Aegon Targaryen said:


> With pleasure


You misquoting my post really doesn’t change the fact that you lost the debate, since your refusing to provide any evidence for your assertion that Kishimoto doesn’t care and the DB is wrong. So it’s all good man, everyone can see that too


----------



## Tri (Nov 16, 2022)

Kisame said:


> Itachi > Orochimaru > Hiruzen


It’s like, such a simple conclusion too lol. Oro was sitting there like the villain he is lookin at his edos, no manda, no yamata, and barely even really did anything besides defend himself towards the end of the fight and _still won. _Oro’s fucking trump card got obliterated by a deathbed and blind Itachi who had _already _casually subdued Oro earlier in the manga. Like it’s such a straight forward line in terms of the power scale between these characters.


----------



## Trojan (Nov 16, 2022)

Tri said:


> It’s like, such a simple conclusion too lol. Oro was sitting there like the villain he is lookin at his edos, no manda, no yamata, and barely even really did anything besides defend himself towards the end of the fight and _still won. _Oro’s fucking trump card got obliterated by a deathbed and blind Itachi who had _already _casually subdued Oro earlier in the manga. Like it’s such a straight forward line in terms of the power scale between these characters.

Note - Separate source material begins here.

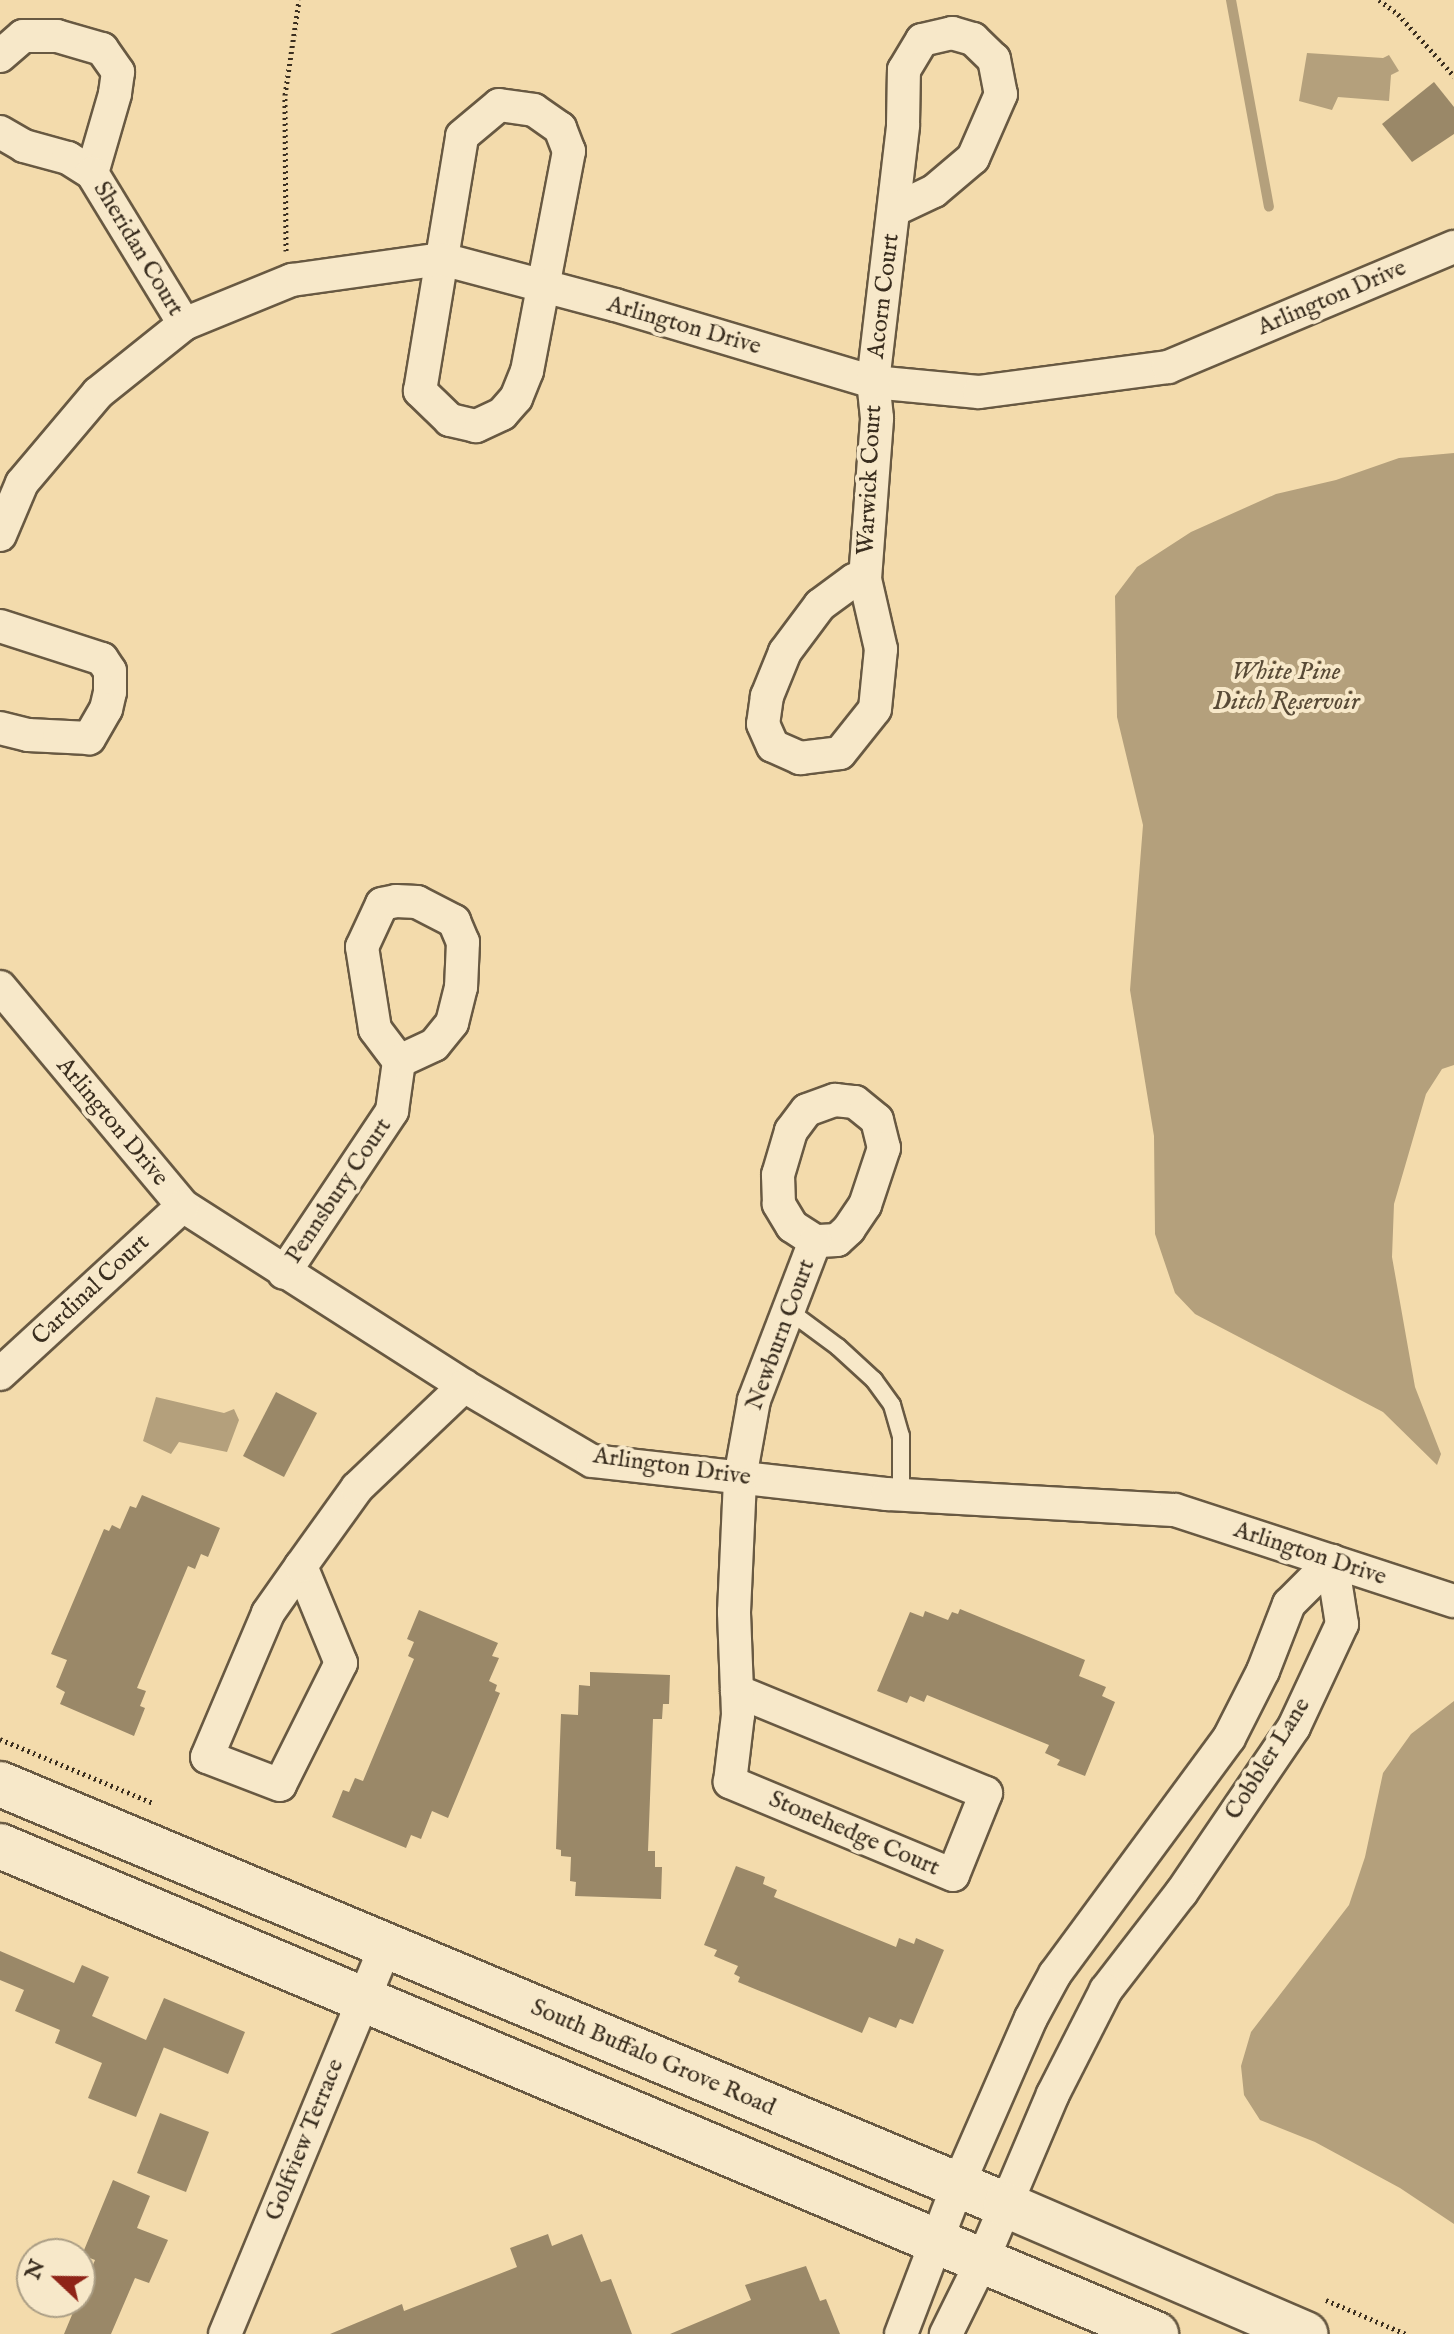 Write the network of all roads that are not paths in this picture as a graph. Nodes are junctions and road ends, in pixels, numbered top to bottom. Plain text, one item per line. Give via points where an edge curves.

you forgot to mention that caused itachi's death as well...


----------



## Turrin (Nov 16, 2022)

Tri said:


> It’s like, such a simple conclusion too lol. Oro was sitting there like the villain he is lookin at his edos, no manda, no yamata, and barely even really did anything besides defend himself towards the end of the fight and _still won. _Oro’s fucking trump card got obliterated by a deathbed and blind Itachi who had _already _casually subdued Oro earlier in the manga. Like it’s such a straight forward line in terms of the power scale between these characters.


It’s straight forward when you ignore the 2 Edo Hokage.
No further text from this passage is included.